Create a Simple Fire Alarm with Voltage Divider and LED Circuit

[quickk]

Hi everyone,

I'm new to circuits, and was thinking about using a voltage divider circuit to make a very basic "fire alarm." I've attached an image of what I was thinking. The top resistor is a thermistor.

I'm having trouble figuring out what this circuit will do. My understanding of the led is that it will not light unless the voltage across it is higher than a set value, say 2 V. If I choose the resistor and thermistor correctly, the voltage across the LED will be below 2 V at room temperature. If I use a hairdryer and increase the temperature, the thermistor's resistance will drop and then at some point the voltage across the LED will exceed its critical value (2 V in my example), and then the LED should turn on.

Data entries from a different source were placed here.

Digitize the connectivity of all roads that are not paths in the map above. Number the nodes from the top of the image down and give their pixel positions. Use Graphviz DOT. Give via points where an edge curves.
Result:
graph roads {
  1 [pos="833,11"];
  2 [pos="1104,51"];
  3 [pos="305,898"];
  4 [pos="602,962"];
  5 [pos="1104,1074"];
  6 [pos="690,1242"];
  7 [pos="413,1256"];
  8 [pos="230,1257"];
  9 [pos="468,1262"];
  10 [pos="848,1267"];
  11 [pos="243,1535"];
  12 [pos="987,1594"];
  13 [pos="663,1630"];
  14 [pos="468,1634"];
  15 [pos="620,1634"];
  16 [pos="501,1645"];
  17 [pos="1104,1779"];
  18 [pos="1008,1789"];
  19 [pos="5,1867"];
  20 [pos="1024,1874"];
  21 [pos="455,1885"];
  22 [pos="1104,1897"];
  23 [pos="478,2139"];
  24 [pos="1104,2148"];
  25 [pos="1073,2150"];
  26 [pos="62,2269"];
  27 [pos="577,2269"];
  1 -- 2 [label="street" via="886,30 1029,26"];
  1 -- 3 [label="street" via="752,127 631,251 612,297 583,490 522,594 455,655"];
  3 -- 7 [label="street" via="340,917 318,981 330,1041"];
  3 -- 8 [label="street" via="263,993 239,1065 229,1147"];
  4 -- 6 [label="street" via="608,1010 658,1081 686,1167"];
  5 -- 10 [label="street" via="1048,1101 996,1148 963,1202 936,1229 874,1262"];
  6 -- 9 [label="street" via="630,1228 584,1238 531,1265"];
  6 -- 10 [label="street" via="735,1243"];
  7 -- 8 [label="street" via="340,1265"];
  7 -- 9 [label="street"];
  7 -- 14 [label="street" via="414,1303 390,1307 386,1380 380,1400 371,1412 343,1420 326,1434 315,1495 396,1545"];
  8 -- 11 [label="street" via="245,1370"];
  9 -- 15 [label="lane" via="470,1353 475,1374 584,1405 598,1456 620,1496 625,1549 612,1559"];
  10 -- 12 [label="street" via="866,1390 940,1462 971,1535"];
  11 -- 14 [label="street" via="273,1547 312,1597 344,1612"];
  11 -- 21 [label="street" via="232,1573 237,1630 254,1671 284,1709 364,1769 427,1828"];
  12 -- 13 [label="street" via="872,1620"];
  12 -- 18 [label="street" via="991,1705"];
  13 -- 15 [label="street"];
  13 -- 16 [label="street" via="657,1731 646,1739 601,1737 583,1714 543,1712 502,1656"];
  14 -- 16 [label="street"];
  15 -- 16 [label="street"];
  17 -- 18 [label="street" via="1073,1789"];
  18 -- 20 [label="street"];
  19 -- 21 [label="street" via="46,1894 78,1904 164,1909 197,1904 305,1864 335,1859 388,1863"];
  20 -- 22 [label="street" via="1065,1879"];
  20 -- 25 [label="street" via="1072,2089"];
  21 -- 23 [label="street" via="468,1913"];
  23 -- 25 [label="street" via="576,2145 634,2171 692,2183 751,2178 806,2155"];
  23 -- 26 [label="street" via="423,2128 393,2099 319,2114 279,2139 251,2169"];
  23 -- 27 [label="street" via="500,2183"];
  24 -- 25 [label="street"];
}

This is where I am confused. When the LED is on, doens't it act like a short circuit? Then the entire voltage drop should be across the thermistor and once again the LED would turn off (since there is no more voltage drop across it). I know this doesn't make sense, but I can't figure out how to think about this.

Any guidance would be greatly appreciated!

 

[256bits]

The LED on-voltage is what it says. The LED will start to emit light and continue to emit light if the voltage across the LED exceeds the on-voltage. The voltage across the LED varies slightly upward from the on-voltage as the LED conducts. So no short circuit. Just do not exceed the on-voltage by too much or your LED will burn out very quickly.

In your circuit, please note that the point where the LED is attached to the voltage divider will act as a voltage divider for Rth and R1 until the LED turns on.

Then what happens if Rth is heated more its resistance drops and can cunduct more current. Where will that current go - mostly through the LED and it will become brighter and brighter until burnout. It would be best to put a resistance in series with the LED to act as a current limiter.

 

[quickk]

The voltage across the LED varies slightly upward from the on-voltage as the LED conducts.

Thank you for your help. I guess I was thinking in terms of an ideal diode, but in real life the LED's resistance won't go from ∞ to 0 at the critical voltage. Your statement still confuses me a little though: if the LED starts to conduct, shouldn't it's resistance drop? And if it's resistance drops, then so will the voltage across the LED. Why doesn't it turn off again then?

The current limiter resistance is a good idea. Thanks for the tip!

 

[vk6kro]

The voltage across the LED varies by a small amount once it is conducting, so even though its resistance is reducing, the voltage across it remains fairly constant.

It is like this:
http://dl.dropbox.com/u/4222062/LED%20V%20vs%20I.PNG

The actual voltage varies with the type of LED (mainly its colour).

The best thing to do is to get a LED and a potentiometer (say 1000 ohms) and try it with the pot in place of the thermister in your diagram.
Place a 330 ohm resistor in series with the LED, though, to avoid accidents.